Exactly, doesn't seem like a smart way to become part of the mainstream.


----------



## KittenKoder

Since the Pride Parade moved from Capital Hill to downtown in Seattle, Capital Hill has been losing businesses left and right, the revenue is gone there because of no parade. Tell me, gay people are bad for the economy how? The only way I see them being bad is when we get rid of them.


----------



## Toro

KittenKoder said:


> Since the Pride Parade moved from Capital Hill to downtown in Seattle, Capital Hill has been losing businesses left and right, the revenue is gone there because of no parade. Tell me, gay people are bad for the economy how? The only way I see them being bad is when we get rid of them.



Who said gays and lesbians were bad for the economy?
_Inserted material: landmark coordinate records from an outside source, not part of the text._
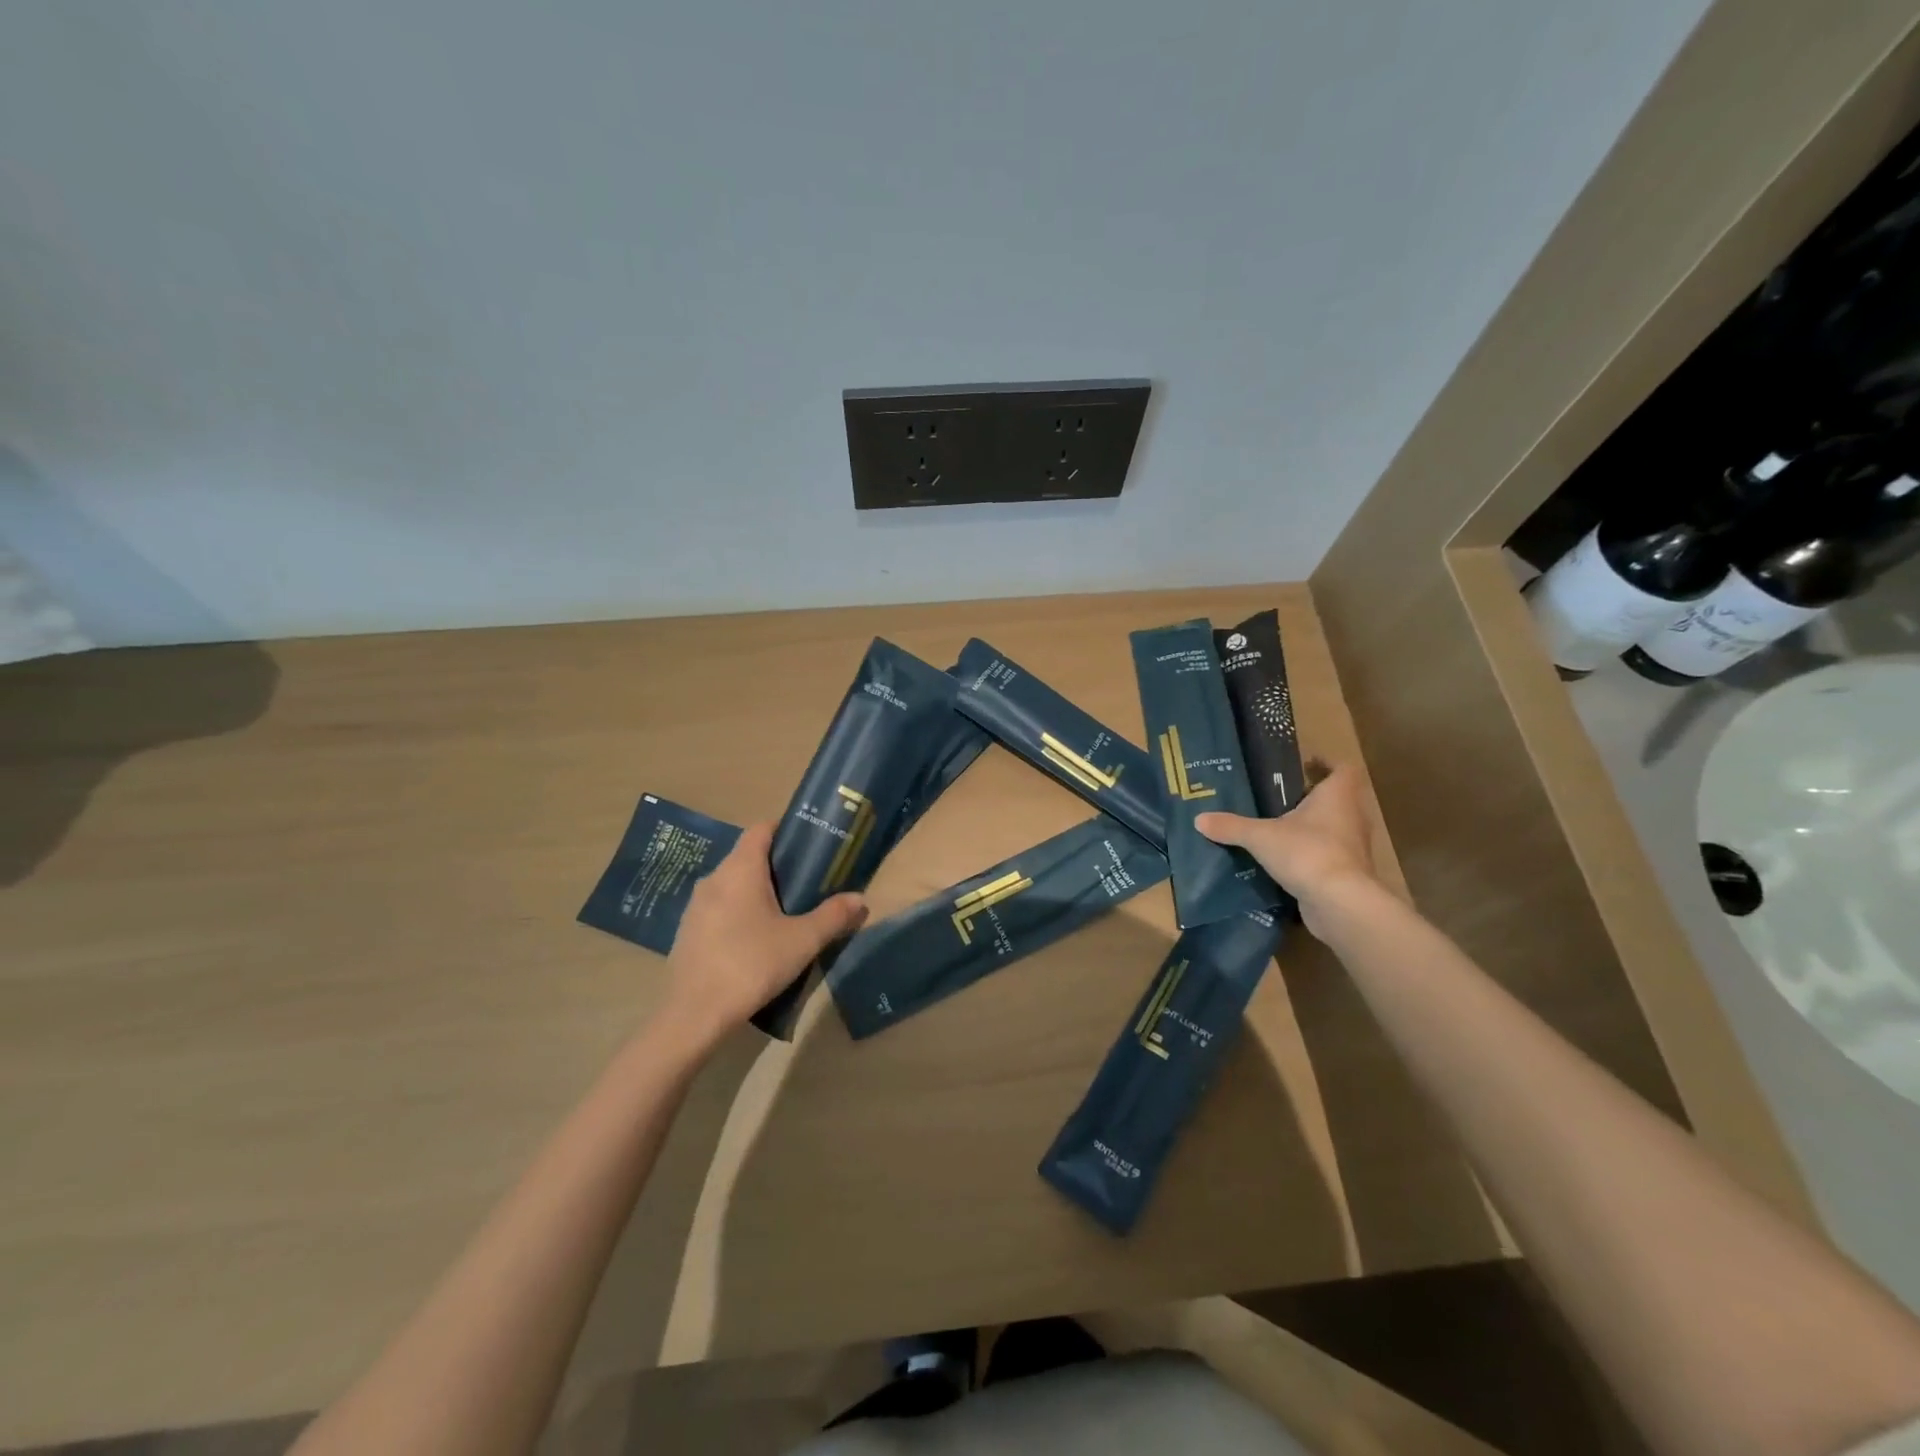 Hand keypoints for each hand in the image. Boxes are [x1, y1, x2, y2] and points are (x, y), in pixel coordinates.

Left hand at [660, 822, 867, 1048]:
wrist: (694, 1015)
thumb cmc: (751, 965)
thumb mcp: (802, 941)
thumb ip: (833, 916)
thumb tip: (860, 899)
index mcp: (741, 869)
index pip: (761, 829)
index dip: (786, 830)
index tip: (810, 845)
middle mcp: (714, 878)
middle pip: (748, 856)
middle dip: (777, 865)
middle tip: (807, 882)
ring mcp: (696, 906)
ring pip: (733, 884)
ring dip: (757, 891)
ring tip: (785, 912)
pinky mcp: (688, 931)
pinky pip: (720, 908)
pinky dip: (739, 912)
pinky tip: (756, 939)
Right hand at [1195, 763, 1379, 937]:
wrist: (1339, 903)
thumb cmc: (1307, 853)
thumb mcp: (1260, 836)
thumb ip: (1231, 826)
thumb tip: (1199, 819)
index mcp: (1337, 796)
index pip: (1343, 769)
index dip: (1326, 764)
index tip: (1304, 764)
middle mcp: (1352, 816)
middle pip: (1340, 798)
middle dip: (1315, 796)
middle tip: (1283, 796)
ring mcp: (1354, 847)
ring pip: (1336, 827)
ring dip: (1315, 826)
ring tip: (1281, 827)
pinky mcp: (1350, 873)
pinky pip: (1331, 855)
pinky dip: (1314, 854)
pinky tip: (1288, 859) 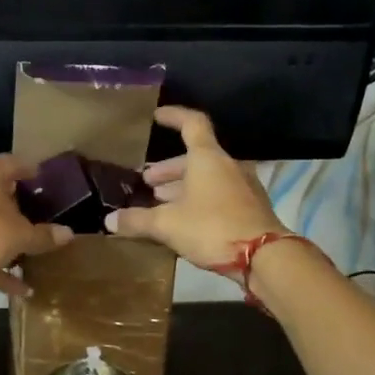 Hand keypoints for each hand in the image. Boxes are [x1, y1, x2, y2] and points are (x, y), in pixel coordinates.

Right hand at [105, 107, 287, 272]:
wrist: (266, 257)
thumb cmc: (213, 228)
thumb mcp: (168, 225)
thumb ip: (137, 221)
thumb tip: (109, 221)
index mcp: (208, 159)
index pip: (192, 123)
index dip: (174, 117)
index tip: (156, 117)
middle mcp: (228, 166)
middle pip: (196, 158)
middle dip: (169, 170)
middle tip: (147, 182)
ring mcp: (243, 188)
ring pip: (207, 179)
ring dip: (183, 188)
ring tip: (161, 203)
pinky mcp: (250, 209)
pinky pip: (219, 196)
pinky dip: (199, 202)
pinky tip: (184, 222)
Gay men are often great for the economy.  They tend to make more than the average person and have a lot of disposable income to spend.


----------



## KittenKoder

Toro said:


> KittenKoder said:
> 
> 
> 
> Since the Pride Parade moved from Capital Hill to downtown in Seattle, Capital Hill has been losing businesses left and right, the revenue is gone there because of no parade. Tell me, gay people are bad for the economy how? The only way I see them being bad is when we get rid of them.
> 
> 
> 
> 
> Who said gays and lesbians were bad for the economy?
> 
> Gay men are often great for the economy.  They tend to make more than the average person and have a lot of disposable income to spend.
Click to expand...


The parade attracts patrons, a *lot* of patrons, mostly straight people who want to see the pageantry. Take away the pageantry and these people who gather to see the parades wouldn't gather, they'd watch it on the news. It's the same reason they hadn't enforced the nudity laws for Mardis Gras until recently, and then they still enforce them very loosely (though in Seattle due to a racially charged incident when a white kid was beat to death they enforce it to the letter now). Since people get in trouble (stupidly) for such behavior all other times, this gives them a chance to be fun for once, and actually nice looking instead of the bland boring shit we see them wear every day. So they want to flaunt their costuming one weekend of the year, I am so close to taking a sniper rifle and taking out everyone wearing a "suit and tie" these days it's nice to have at least one weekend a year I get to see something that's not so clone like.


----------



## KittenKoder

Those against the parade, why not shut down Spring Break (where they have sex in the fucking streets in some places), and Mardis Gras, then you'll have grounds for complaining about Pride Parade. Otherwise you are just hypocrites.


----------



## hvacjones

KittenKoder said:


> Those against the parade, why not shut down Spring Break (where they have sex in the fucking streets in some places), and Mardis Gras, then you'll have grounds for complaining about Pride Parade. Otherwise you are just hypocrites.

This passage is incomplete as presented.